Seventeen-year-old Thomas is in Grade 11 and specializes in middle distance running, his shortest event being the 1,500m. Fifteen-year-old Ethan is in Grade 9, but his focus is on the sprinting distances, the longest being 400m.
“We’re pretty competitive in everything else (non-running) we do,” said Thomas. “Though I guess Ethan would be the better lacrosse player, since he’s still playing and I no longer do.”
Both have qualified for the high school track and field provincials at Burnaby’s Swanguard Stadium on Saturday and Sunday (June 1 and 2), having helped the Mount Doug Rams to second place at the Island championship, behind powerhouse Oak Bay High.
Thomas finished second in the 1,500m and first in the 3,000m at the Island track championship.

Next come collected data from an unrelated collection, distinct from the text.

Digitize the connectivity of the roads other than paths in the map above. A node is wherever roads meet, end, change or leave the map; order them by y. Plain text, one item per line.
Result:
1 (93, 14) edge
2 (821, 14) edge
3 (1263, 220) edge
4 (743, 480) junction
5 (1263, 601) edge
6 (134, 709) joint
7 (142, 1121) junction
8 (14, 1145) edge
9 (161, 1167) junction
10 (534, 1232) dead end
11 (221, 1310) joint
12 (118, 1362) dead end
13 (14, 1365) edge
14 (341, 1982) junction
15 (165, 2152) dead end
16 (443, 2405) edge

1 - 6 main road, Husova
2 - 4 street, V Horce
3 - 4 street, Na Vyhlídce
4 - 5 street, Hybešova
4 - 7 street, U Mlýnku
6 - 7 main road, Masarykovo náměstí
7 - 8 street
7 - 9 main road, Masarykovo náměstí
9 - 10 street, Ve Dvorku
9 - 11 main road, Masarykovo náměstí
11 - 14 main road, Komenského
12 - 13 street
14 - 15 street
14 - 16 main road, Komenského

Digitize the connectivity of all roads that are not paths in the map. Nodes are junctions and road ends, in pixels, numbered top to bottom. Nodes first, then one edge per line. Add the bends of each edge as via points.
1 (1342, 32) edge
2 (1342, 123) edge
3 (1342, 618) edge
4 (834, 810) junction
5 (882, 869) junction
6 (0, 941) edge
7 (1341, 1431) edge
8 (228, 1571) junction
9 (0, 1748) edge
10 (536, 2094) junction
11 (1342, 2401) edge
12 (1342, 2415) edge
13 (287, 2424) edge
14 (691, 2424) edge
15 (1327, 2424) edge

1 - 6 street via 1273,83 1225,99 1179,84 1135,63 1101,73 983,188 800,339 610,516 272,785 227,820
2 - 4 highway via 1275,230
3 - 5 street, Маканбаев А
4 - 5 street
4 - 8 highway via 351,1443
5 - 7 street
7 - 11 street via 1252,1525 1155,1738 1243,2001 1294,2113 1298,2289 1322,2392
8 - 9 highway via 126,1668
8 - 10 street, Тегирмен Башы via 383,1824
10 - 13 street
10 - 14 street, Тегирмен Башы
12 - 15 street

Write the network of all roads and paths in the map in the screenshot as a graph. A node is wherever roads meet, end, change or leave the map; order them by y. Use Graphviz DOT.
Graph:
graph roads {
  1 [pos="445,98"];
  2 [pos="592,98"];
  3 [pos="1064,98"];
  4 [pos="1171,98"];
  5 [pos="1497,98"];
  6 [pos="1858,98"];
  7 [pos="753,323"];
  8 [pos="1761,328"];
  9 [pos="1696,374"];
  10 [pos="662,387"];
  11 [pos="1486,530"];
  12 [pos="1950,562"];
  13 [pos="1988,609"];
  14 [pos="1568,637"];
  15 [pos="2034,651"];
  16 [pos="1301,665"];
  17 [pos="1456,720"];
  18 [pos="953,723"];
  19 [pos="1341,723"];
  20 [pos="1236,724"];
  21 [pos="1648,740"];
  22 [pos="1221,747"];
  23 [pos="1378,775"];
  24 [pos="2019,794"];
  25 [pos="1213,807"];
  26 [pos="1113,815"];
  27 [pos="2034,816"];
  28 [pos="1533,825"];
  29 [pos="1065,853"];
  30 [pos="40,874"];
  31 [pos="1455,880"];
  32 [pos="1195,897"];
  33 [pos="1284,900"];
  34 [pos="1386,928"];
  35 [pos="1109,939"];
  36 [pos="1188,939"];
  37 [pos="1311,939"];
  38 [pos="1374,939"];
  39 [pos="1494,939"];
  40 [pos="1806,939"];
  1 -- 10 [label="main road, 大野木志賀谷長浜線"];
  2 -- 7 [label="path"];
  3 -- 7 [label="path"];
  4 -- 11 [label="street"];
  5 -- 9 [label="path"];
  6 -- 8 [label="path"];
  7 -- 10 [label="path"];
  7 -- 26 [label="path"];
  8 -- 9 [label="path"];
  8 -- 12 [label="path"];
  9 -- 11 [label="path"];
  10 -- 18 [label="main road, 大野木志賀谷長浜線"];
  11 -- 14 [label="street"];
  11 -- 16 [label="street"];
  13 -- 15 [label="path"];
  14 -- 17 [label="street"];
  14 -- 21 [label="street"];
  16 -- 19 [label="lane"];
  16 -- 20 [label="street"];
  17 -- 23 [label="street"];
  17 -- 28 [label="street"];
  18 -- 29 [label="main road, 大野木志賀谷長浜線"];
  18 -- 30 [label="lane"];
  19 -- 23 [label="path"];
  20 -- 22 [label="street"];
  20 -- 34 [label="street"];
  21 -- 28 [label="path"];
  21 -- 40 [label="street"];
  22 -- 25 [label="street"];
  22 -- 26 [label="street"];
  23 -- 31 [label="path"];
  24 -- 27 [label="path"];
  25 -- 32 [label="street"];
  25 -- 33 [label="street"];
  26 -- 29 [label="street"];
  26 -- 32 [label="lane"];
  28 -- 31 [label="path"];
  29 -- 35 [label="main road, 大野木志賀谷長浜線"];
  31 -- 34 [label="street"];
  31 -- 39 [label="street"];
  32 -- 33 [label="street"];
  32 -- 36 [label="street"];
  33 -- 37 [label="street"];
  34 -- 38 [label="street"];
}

And though Ethan was equally adept in the bantam-age (Grade 9) Island championship, he might want to consider competing in a longer race, as on paper, his results improved as each distance grew. Ethan finished fourth in the 100m, second in the 200m and first in the 400m.
Track wasn’t the house sport growing up, say the brothers, but has become it. Ethan plays Saanich Tigers lacrosse, and Thomas did, while younger brother Graeme, 12, competed in running at Arbutus middle school (before the season was cancelled).
Dad did some running as a youth, Thomas said, but for the boys running just came naturally.
“Back in elementary we’d lap the school field,” Thomas said. “I did well but didn’t win every race. But I found liked the strategic aspect of the longer distances.”
Ethan, however, prefers the short courses. “I just seemed to like sprinting.”
There’s no ceiling to what the brothers can accomplish, as both transfer well to the dirt paths of cross country during the fall running season. Thomas has a year remaining before competing at the university level to Ethan’s three, should he go that route.
“Ethan is part of a special group of younger Mount Doug runners coming up,” Rams coach Al Niezen said.
“We’ve got 20 kids going to provincials and half are Grade 9s.”
For Thomas, the biggest challenge this weekend could come from his elite high school track teammates Liam Kennel of Oak Bay High and Ben Weir of Glenlyon Norfolk School. Weir was injured for the Island finals but finished second behind Thomas in the 1,500m and 3,000m of the Lower Island.
Kennel is only 16, but is a threat at the senior level as part of the Oak Bay track team looking to continue its domination of the combined girls and boys team title. Brendan Restall leads the Bays team, which is deep in talent once again. If all goes well, Restall will win the 400m again before graduating to the UVic Vikes next year.
Mount Doug has its top shooters as well, with Katelyn Hayward a lock to win the 3,000m one more time before she graduates. Hayward will most likely forego the 1,500m steeplechase, the very event she set the B.C. record in last year, to nurse a leg injury she sustained during the high school cross country season.
Throwing heavy
No Island school has been able to match the crew of throwers coming out of Lambrick Park in recent years.
This year Lambrick’s Mason Kereszti is hoping for three medals. The defending B.C. javelin champ was first in the discus and javelin and second in the shotput at the Islands.